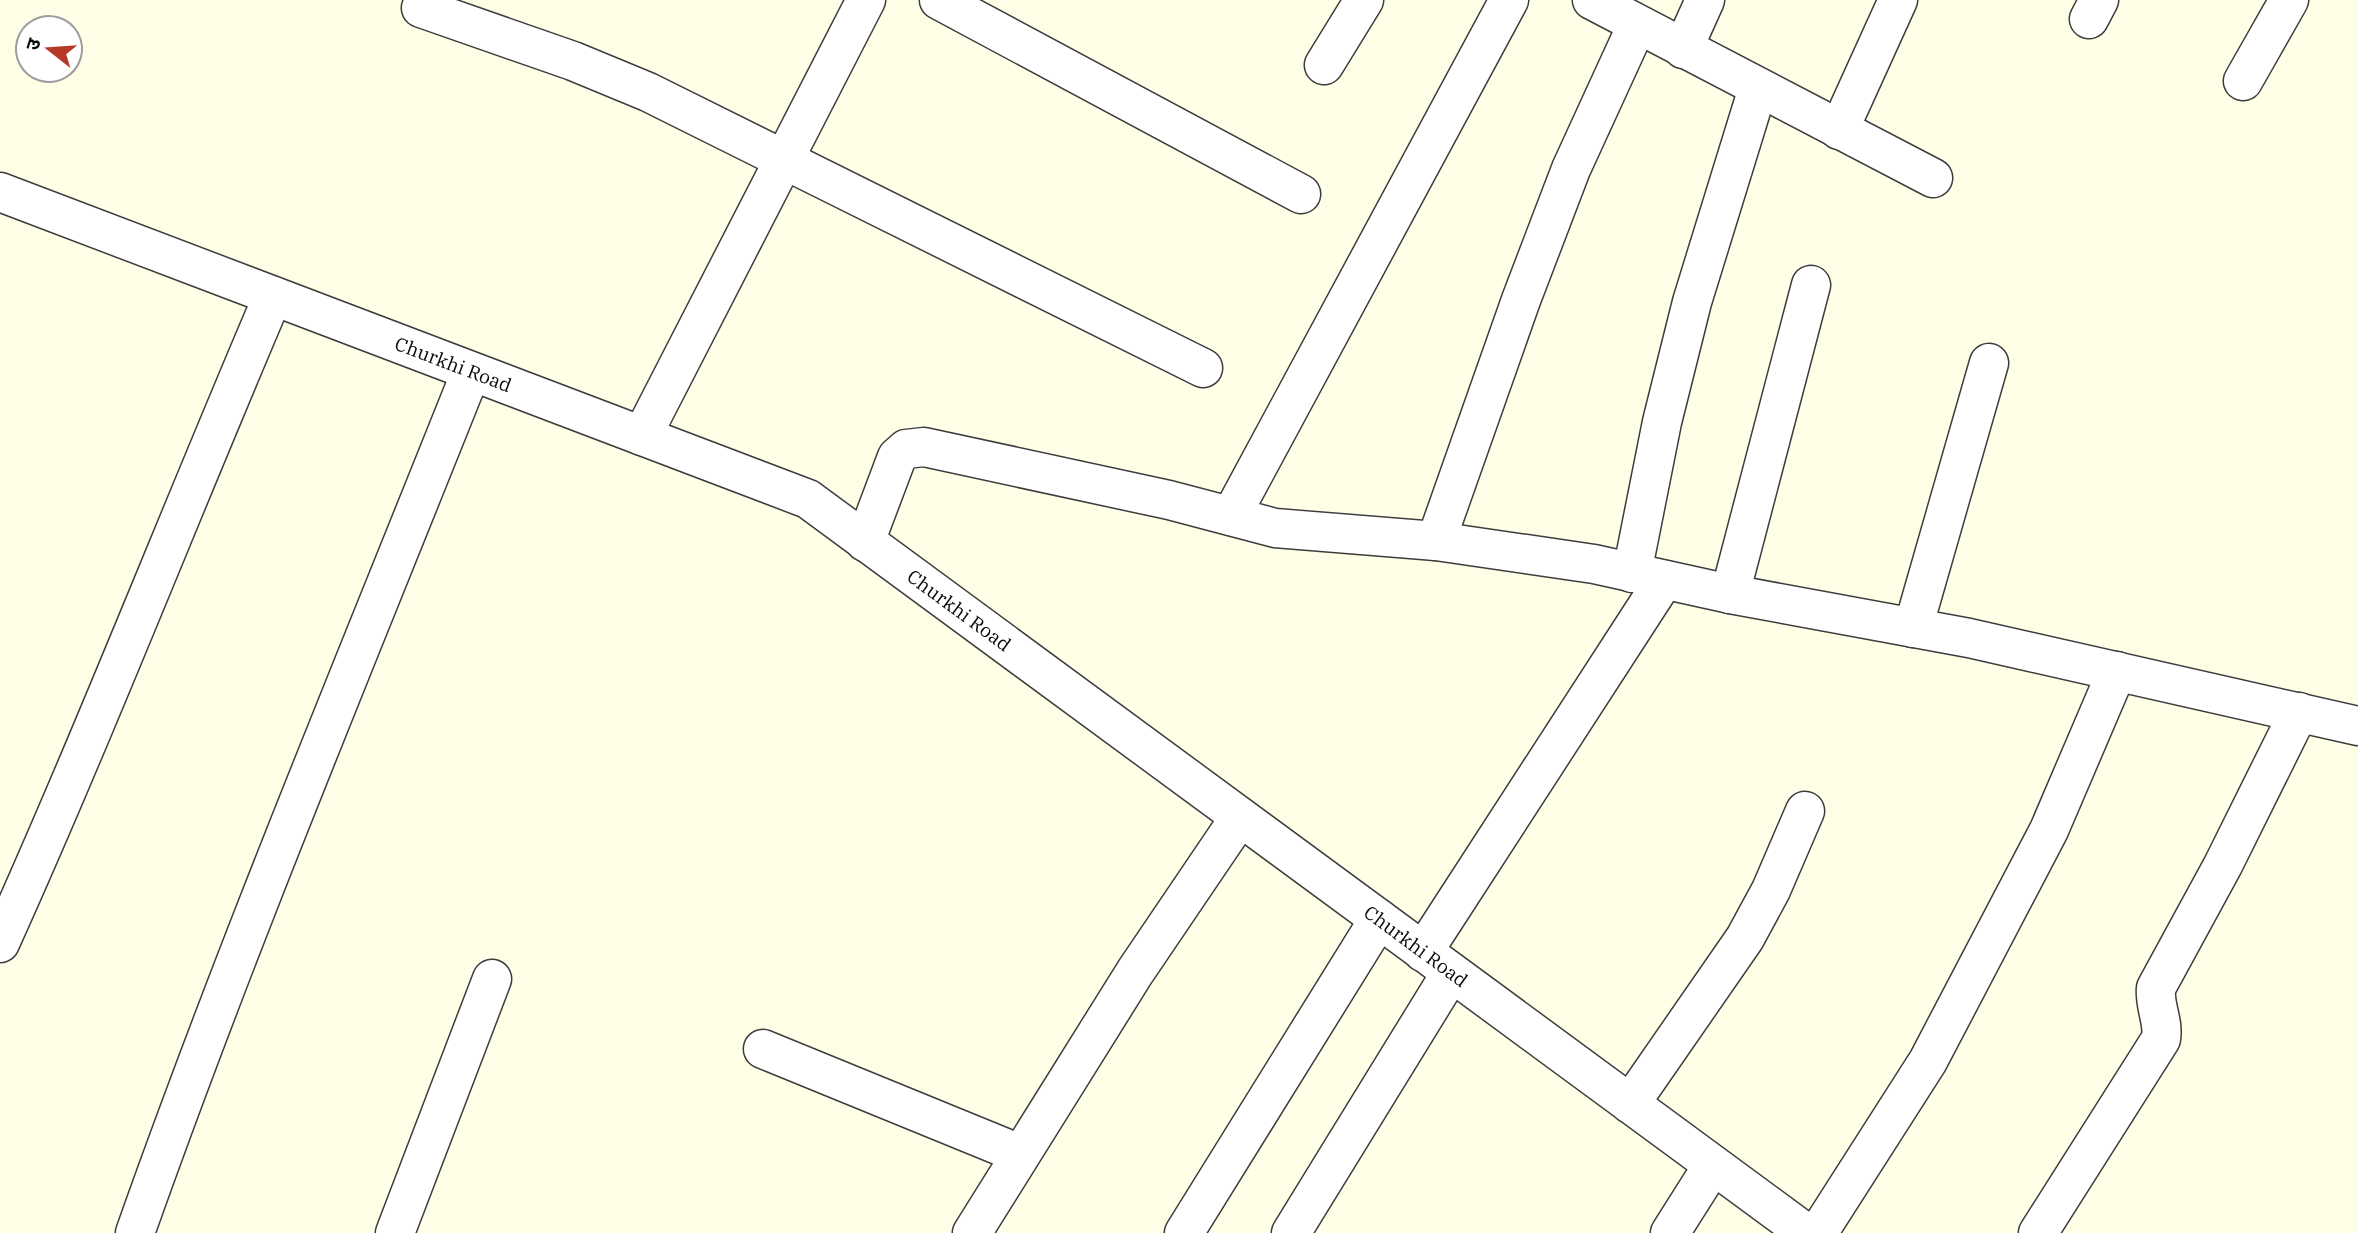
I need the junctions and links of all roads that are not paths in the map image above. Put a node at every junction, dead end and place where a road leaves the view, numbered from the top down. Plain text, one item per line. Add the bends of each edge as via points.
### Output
1 (866, 0) edge
2 (939, 0) edge
3 (1364, 0) edge
4 (1509, 0) edge
5 (1592, 0) edge
6 (1705, 0) edge
7 (1898, 0) edge
8 (2289, 0) edge
9 (421, 8) dead end
10 (1637, 25) junction
11 (1683, 49) junction
12 (1324, 65) dead end
13 (2243, 81) dead end
14 (1758, 88) junction
15 (1839, 130) junction
16 (783, 159) junction
17 (1933, 178) dead end
18 (1301, 194) dead end
19 (1, 196) edge
20 (1811, 285) dead end
21 (274, 296) junction
22 (1989, 363) dead end
23 (1203, 368) dead end
24 (471, 372) junction
25 (642, 436) junction
26 (1231, 516) junction
27 (1436, 541) junction
28 (865, 542) junction
29 (1648, 576) junction
30 (1730, 594) junction
31 (1913, 628) junction
32 (2117, 671) junction
33 (2299, 712) junction
34 (2358, 726) edge
35 (1805, 811) dead end
36 (1240, 817) junction
37 (1379, 919) junction
38 (0, 943) edge
39 (1437, 962) junction
40 (492, 979) dead end
41 (763, 1049) dead end
42 (1630, 1104) junction
43 (1020, 1154) junction
44 (1713, 1165) junction
45 (405, 1230) edge
46 (135, 1233) edge
47 (972, 1233) edge
48 (1184, 1233) edge
49 (1291, 1233) edge
50 (1670, 1233) edge
51 (1806, 1233) edge
52 (1818, 1233) edge
53 (2038, 1233) edge

1 - 16 street
2 - 18 street
3 - 12 street
4 - 26 street
5 - 10 street
6 - 11 street
7 - 15 street
8 - 13 street
9 - 16 street via 648,92
10 - 11 street
10 - 27 street via 1566,181
11 - 14 street
14 - 15 street
14 - 29 street via 1692,302 1662,422
15 - 17 street
16 - 23 street
16 - 25 street
19 - 21 street, Churkhi Road
20 - 30 street
21 - 24 street, Churkhi Road
21 - 38 street via 78,769
22 - 31 street
24 - 25 street, Churkhi Road
24 - 46 street via 176,1117
25 - 28 street, Churkhi Road via 808,499
26 - 27 street via 1275,528
26 - 28 street via 924,447 906,449 897,457
27 - 29 street
28 - 36 street, Churkhi Road
29 - 30 street
29 - 39 street
30 - 31 street
31 - 32 street
32 - 33 street
32 - 52 street via 2049,830 1928,1061
33 - 34 street
33 - 53 street via 2156,988 2161,1039
35 - 42 street via 1745,938
36 - 37 street, Churkhi Road
36 - 43 street
37 - 39 street, Churkhi Road
37 - 48 street
39 - 42 street, Churkhi Road
39 - 49 street
40 - 45 street
41 - 43 street
42 - 44 street, Churkhi Road
43 - 47 street
44 - 50 street
44 - 51 street, Churkhi Road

•••••

PROBLEM DESCRIPTION -> Whenever the string "dead" turns up in a line above, copy that line out.

SOLUTION FOR THIS PROBLEM ->
I need the junctions and links of all roads that are not paths in the map image above. Put a node at every junction, dead end and place where a road leaves the view, numbered from the top down. Plain text, one item per line. Add the bends of each edge as via points.
9 (421, 8) dead end
12 (1324, 65) dead end
13 (2243, 81) dead end
17 (1933, 178) dead end
18 (1301, 194) dead end
20 (1811, 285) dead end
22 (1989, 363) dead end
23 (1203, 368) dead end
35 (1805, 811) dead end
40 (492, 979) dead end
41 (763, 1049) dead end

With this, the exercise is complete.